Tal vez por ello, el filme se desarrolla en cuatro escenarios distintos que aparecen y desaparecen delante de nosotros como si fueran uno solo y al final, sólo al final, sabemos que todos, absolutamente todos necesarios y protagonistas- no son más que simples piezas de un pantano.

El legado de un maestro

Pedro Almodóvar ha hecho, evidentemente, una película a favor de los espectadores, aunque él mismo diga lo contrario. En “La mala educación” somos testigos de un espectáculo visual crudo que nos alerta de nuestras propias destrucciones y en el cual podemos vernos reflejados una que otra vez porque tiene el ingrediente de saber sacar el lado oscuro sin demasiados rodeos intelectuales.

Que sus excesos no sean todo lo convincentes que debieran ante la mirada sagaz de algunos, no es óbice para invocar su inefectividad artística.
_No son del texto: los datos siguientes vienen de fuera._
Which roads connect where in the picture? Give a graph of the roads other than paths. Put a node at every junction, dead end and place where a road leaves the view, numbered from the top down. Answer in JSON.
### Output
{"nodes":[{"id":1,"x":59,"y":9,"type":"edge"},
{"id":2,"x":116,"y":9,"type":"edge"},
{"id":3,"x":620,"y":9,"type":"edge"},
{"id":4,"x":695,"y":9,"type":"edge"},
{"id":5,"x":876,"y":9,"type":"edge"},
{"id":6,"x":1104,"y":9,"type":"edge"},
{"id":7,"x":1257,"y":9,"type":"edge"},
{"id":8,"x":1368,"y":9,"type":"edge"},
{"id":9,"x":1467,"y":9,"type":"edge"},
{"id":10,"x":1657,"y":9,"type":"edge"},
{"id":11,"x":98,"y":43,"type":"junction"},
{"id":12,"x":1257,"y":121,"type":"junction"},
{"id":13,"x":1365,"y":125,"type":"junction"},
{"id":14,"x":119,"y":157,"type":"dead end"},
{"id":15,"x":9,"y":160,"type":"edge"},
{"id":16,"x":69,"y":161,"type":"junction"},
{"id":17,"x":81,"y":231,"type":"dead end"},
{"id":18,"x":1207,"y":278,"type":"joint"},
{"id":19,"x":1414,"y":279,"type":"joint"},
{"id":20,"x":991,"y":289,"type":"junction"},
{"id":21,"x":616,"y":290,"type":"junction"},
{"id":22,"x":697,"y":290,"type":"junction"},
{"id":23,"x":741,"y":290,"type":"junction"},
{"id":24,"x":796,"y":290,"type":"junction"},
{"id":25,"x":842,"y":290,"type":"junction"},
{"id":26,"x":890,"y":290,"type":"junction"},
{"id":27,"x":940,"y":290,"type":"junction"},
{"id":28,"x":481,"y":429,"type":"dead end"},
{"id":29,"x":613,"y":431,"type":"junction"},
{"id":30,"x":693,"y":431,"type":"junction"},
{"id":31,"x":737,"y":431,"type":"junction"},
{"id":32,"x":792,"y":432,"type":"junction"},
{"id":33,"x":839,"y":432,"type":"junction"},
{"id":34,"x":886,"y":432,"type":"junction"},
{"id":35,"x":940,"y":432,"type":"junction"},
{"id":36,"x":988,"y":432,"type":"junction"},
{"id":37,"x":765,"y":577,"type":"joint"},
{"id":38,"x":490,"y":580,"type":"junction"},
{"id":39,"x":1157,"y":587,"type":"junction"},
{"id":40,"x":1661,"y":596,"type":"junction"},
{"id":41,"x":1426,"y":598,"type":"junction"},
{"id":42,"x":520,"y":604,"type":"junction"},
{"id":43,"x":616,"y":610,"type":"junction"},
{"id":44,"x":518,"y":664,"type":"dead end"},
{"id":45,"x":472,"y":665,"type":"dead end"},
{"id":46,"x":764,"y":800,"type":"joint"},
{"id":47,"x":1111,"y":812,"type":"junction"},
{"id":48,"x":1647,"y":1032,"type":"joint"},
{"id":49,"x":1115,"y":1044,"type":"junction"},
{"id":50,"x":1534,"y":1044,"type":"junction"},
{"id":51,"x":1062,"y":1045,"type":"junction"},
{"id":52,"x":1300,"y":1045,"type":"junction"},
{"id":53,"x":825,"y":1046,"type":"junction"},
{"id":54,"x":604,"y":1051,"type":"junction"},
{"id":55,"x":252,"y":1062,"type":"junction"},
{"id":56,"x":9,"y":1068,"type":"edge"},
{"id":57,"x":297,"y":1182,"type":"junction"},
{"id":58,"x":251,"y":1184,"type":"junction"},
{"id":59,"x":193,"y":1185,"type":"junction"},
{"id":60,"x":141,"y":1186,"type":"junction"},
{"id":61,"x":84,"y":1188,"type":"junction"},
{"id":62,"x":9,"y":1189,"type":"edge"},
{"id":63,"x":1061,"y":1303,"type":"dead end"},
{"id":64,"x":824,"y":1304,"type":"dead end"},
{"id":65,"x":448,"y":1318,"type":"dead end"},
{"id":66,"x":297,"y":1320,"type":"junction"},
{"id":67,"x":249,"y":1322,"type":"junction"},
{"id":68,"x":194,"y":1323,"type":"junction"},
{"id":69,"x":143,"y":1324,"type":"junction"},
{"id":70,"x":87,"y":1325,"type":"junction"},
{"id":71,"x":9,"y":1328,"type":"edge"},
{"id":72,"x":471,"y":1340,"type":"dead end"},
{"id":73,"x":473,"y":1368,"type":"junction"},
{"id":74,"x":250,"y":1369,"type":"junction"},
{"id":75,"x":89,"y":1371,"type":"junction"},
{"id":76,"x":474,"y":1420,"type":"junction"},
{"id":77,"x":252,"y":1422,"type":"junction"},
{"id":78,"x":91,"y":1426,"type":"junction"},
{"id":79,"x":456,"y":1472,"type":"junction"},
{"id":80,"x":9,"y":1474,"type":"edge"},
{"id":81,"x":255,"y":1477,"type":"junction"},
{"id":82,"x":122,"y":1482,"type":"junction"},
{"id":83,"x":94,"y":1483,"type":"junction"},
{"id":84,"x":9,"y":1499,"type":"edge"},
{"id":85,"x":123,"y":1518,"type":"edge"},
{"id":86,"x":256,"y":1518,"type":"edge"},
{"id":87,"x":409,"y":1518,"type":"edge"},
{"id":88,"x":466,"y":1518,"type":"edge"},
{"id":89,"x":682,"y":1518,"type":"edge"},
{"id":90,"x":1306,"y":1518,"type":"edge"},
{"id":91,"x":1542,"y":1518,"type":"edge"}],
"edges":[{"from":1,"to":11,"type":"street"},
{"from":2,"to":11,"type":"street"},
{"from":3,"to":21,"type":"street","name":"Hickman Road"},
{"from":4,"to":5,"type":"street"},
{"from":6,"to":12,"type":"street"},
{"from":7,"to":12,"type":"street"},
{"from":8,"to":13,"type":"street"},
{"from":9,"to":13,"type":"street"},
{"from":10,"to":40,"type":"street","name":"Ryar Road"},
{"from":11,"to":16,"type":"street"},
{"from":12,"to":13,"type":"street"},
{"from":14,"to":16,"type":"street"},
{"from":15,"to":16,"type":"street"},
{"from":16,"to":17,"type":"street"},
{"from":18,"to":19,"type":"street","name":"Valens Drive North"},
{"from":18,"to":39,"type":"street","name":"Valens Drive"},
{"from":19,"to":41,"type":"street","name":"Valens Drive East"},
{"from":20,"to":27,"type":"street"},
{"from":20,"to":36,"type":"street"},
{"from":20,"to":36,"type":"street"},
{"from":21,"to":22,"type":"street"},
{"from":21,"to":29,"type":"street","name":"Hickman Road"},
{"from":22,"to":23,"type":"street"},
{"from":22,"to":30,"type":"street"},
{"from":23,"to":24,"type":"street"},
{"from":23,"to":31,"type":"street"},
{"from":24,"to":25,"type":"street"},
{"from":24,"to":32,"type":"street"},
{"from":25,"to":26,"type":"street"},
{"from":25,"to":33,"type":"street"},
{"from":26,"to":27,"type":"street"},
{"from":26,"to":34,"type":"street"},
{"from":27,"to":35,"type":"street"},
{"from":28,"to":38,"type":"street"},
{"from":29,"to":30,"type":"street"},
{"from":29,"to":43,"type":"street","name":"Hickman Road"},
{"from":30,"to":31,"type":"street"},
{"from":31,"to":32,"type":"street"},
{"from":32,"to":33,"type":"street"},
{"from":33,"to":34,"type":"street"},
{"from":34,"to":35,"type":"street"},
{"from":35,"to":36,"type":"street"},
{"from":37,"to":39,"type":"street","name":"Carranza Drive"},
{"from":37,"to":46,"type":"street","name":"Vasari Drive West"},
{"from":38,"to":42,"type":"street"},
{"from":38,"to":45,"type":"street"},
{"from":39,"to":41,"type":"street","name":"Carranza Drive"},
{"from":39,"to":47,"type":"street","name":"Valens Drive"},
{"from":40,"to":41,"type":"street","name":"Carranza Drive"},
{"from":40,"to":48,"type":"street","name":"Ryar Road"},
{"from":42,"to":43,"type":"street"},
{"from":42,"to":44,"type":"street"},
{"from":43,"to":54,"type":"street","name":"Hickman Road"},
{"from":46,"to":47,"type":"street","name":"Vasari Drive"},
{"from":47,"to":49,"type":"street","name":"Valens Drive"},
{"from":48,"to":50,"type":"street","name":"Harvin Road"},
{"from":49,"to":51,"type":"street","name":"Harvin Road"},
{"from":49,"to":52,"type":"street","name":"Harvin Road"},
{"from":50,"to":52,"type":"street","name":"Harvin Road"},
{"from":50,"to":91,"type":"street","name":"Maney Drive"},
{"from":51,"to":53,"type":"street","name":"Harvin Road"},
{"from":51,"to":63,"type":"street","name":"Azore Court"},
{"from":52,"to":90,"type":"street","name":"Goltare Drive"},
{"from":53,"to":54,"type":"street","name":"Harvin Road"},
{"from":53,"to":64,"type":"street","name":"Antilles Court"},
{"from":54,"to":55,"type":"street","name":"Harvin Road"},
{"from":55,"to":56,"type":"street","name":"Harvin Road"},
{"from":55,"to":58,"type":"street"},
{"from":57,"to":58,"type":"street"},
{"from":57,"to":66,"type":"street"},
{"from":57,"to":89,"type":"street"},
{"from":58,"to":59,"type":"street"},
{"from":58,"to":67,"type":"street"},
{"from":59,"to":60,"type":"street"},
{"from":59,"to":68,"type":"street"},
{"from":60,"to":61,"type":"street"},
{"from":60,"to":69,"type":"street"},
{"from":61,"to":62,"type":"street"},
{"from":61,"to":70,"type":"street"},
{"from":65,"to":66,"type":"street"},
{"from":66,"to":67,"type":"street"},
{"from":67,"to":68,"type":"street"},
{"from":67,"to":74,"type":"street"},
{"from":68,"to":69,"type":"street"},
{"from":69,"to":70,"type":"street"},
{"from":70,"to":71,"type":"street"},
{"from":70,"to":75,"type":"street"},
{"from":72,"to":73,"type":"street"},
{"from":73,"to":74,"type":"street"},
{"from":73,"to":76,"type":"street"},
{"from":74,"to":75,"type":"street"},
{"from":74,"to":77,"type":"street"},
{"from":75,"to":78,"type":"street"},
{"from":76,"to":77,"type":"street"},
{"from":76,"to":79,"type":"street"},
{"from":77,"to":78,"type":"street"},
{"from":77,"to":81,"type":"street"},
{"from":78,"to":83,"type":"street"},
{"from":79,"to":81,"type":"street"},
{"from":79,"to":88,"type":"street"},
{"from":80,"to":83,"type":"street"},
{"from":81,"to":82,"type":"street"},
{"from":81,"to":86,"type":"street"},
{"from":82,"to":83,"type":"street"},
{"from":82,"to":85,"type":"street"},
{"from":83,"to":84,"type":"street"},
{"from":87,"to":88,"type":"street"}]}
Por el contrario, tales distracciones le otorgan una vigencia cultural que mucha falta le hacía al cine moderno.

Estos personajes son los mismos que hoy se mueven a nuestro lado a cada instante, los que nos convocan, nos aplauden, nos celebran y, porque también no decirlo, nos viran las espaldas cuando saltan las torcazas con inusitado entusiasmo en las márgenes de cielo.

Coda

Un buen día, una piedra gigantesca impactará en la frente de todos los mortales. Hechos añicos saltaremos al espacio. O lo que es peor: la Tierra se acercará demasiado al sol y, como muestra de su inevitable destino traslaticio, el calor del astro llevará a otra galaxia los dibujos, gestas y egos de todos los invitados y anfitriones.

Este es el gran mensaje de la cinta de Almodóvar y que, sin sutilezas, sin dramatismos. Con circo y todo incluido. Una historia laberíntica, con visitas dentro de visitas, donde el rencor, el recelo y el odio son los ingredientes básicos de un mundo donde no hay cabida para la tolerancia. Los personajes de “La mala educación” están infectados por un rencor que se agudiza a medida que transcurre el metraje.